Some archers are tough!




> Another guy missing from that list might be Allen Rasor.


 If you mean the "top 20" then without a doubt. First person to score more than 1400 in any round and a tremendous field shooter with a raft of medals in national and world competition.



> why isn't there a hall of fame for shooters?


There is the http://www.archeryhalloffame.org/ but that is for all archers, not just target shooters. About a dozen of the roughly 70 inductees were best known as target archers but all did much more for the sport than just fill out scorecards. Most, but not all inductees, are Americans, which might arguably show a bad case of tunnel vision.
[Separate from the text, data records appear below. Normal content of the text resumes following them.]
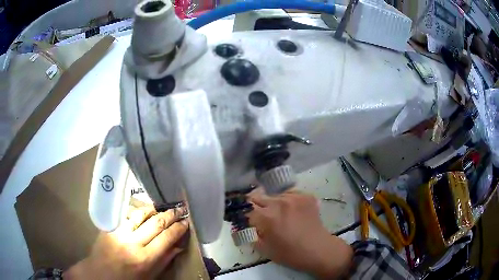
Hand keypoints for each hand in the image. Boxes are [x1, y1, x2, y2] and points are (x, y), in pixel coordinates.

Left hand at [64, 206, 188, 279]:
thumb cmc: (128, 279)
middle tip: (180, 209)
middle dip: (170, 215)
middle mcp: (133, 243)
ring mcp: (119, 232)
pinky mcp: (110, 227)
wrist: (100, 274)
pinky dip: (138, 211)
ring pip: (140, 214)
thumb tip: (178, 246)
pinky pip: (126, 215)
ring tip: (164, 206)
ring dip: (154, 209)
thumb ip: (164, 260)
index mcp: (145, 259)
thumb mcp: (150, 276)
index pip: (166, 238)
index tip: (186, 222)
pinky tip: (144, 210)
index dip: (179, 228)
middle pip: (155, 223)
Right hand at [247, 189, 352, 278]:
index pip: (246, 208)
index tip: (247, 220)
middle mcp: (279, 202)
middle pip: (258, 197)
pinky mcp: (306, 196)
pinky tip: (292, 212)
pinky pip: (289, 194)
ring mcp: (294, 197)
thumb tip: (241, 227)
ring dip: (272, 204)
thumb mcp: (264, 249)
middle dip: (256, 207)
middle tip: (261, 218)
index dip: (245, 215)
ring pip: (274, 195)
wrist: (318, 250)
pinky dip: (287, 201)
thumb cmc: (290, 254)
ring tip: (280, 216)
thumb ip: (249, 235)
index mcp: (267, 217)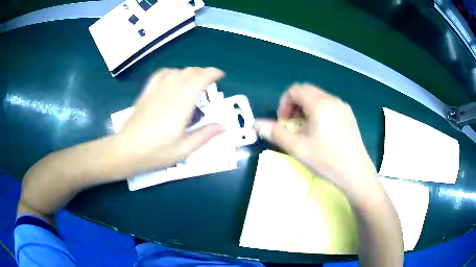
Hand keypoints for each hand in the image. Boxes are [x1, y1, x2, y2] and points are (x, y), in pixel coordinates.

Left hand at [116, 67, 224, 174]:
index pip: (199, 79)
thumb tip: (223, 126)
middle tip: (210, 84)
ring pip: (176, 71)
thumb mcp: (183, 150)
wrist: (126, 150)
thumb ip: (204, 135)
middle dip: (203, 73)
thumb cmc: (155, 153)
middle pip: (189, 72)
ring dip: (189, 72)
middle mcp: (169, 92)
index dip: (212, 73)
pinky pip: (161, 74)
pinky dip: (172, 72)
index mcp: (181, 105)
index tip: (221, 76)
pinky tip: (173, 80)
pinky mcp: (146, 93)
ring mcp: (155, 90)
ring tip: (194, 82)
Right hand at [255, 83, 377, 196]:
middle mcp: (333, 100)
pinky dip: (318, 112)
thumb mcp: (298, 148)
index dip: (284, 103)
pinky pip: (329, 106)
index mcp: (320, 103)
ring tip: (305, 129)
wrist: (356, 173)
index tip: (283, 122)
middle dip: (294, 105)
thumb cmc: (326, 160)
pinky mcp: (349, 116)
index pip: (295, 89)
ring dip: (306, 109)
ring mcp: (343, 107)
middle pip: (307, 91)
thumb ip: (275, 133)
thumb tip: (256, 124)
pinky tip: (320, 132)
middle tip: (291, 125)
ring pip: (318, 98)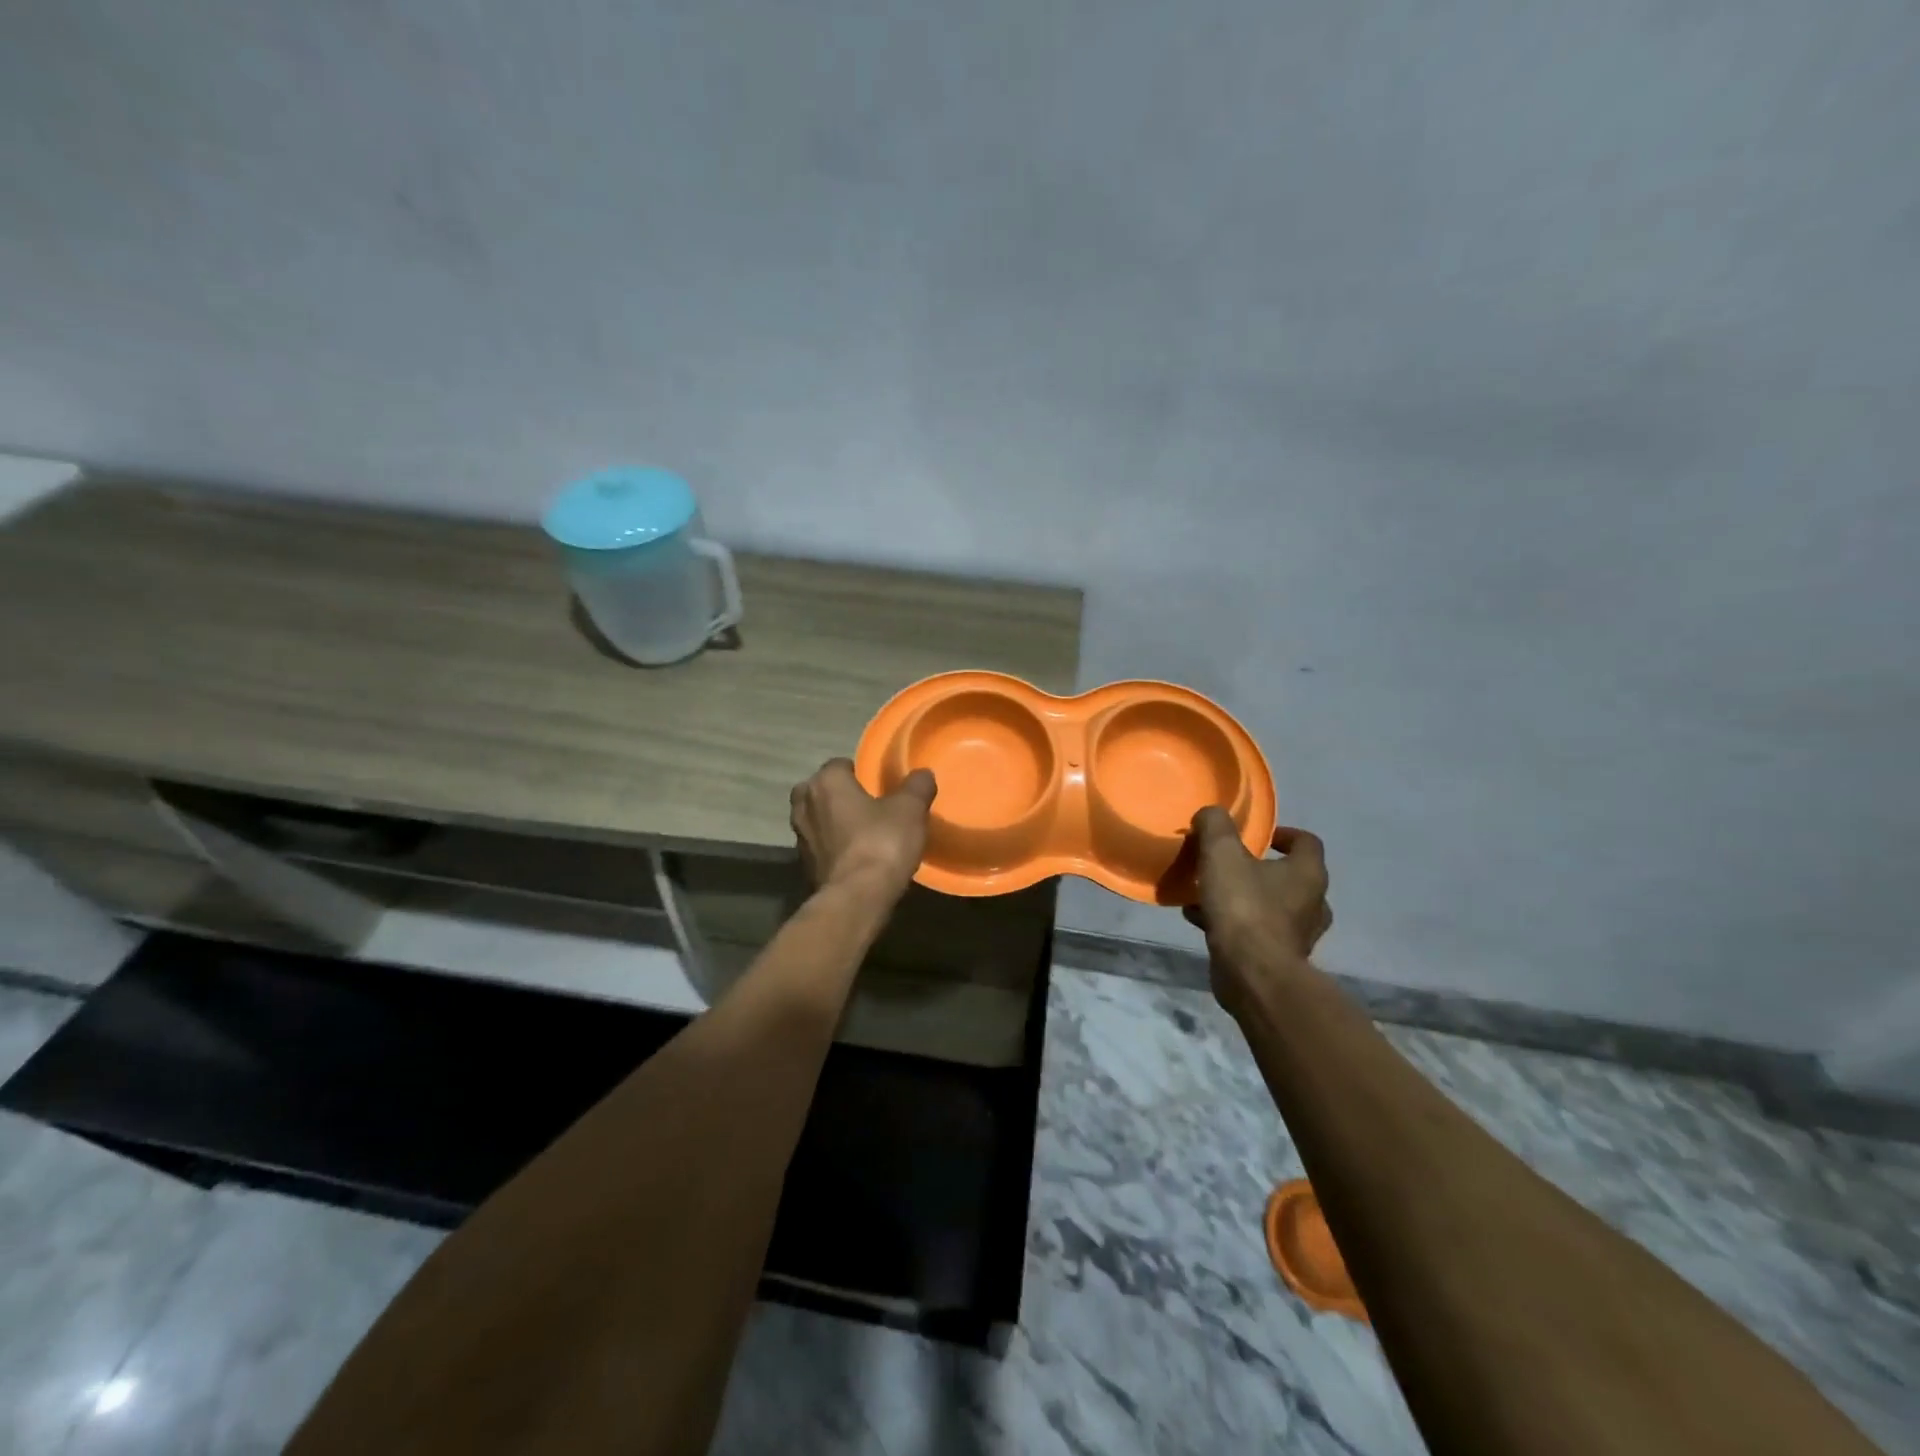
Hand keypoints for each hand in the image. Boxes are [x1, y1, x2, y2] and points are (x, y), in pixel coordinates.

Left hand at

World Archery also has the equivalent, with the Gold, Silver and Bronze Plaquettes awarded by Congress.


----------



## Matt Z (Jul 22, 2003)

Surprised where Brady is getting listed by most. I guess until he wins that individual Olympic medal....

Also can we convince Darrell to pull a 'Rocky V' and come out of retirement to take on the young upstart Brady Ellison?!? I would pay to see that!


----------



## Rick McKinney (Mar 4, 2008)

I agree, that I forgot Allan Rasor. My bad. I would take out Joe Franchin. The others I feel comfortable of keeping. Most have won at least an adult national title or made a few world teams. As for Brady. His listing is due to his World and Olympic accomplishments. However, I hope that he is not finished yet and will become one of the great ones. That is up to him, not us. I would put Allan between Steve Lieberman and Glenn Meyers.


----------



## limbwalker (Sep 26, 2003)

> Surprised where Brady is getting listed by most. I guess until he wins that individual Olympic medal....


Brady has a way to go yet, but I'm confident he will get there in time. Fact is, the most accomplished Olympic archer we have still shooting is Vic. Individual medalist, team medalist and top individual finish for the U.S. in three consecutive Olympic games. That is one hell of an impressive Olympic resume that won't be eclipsed anytime soon.

John


----------



## Vittorio (Jul 17, 2003)

Rick McKinney said:


> I agree, that I forgot Allan Rasor. My bad. I would take out Joe Franchin. The others I feel comfortable of keeping. Most have won at least an adult national title or made a few world teams. As for Brady. His listing is due to his World and Olympic accomplishments. However, I hope that he is not finished yet and will become one of the great ones. That is up to him, not us. I would put Allan between Steve Lieberman and Glenn Meyers.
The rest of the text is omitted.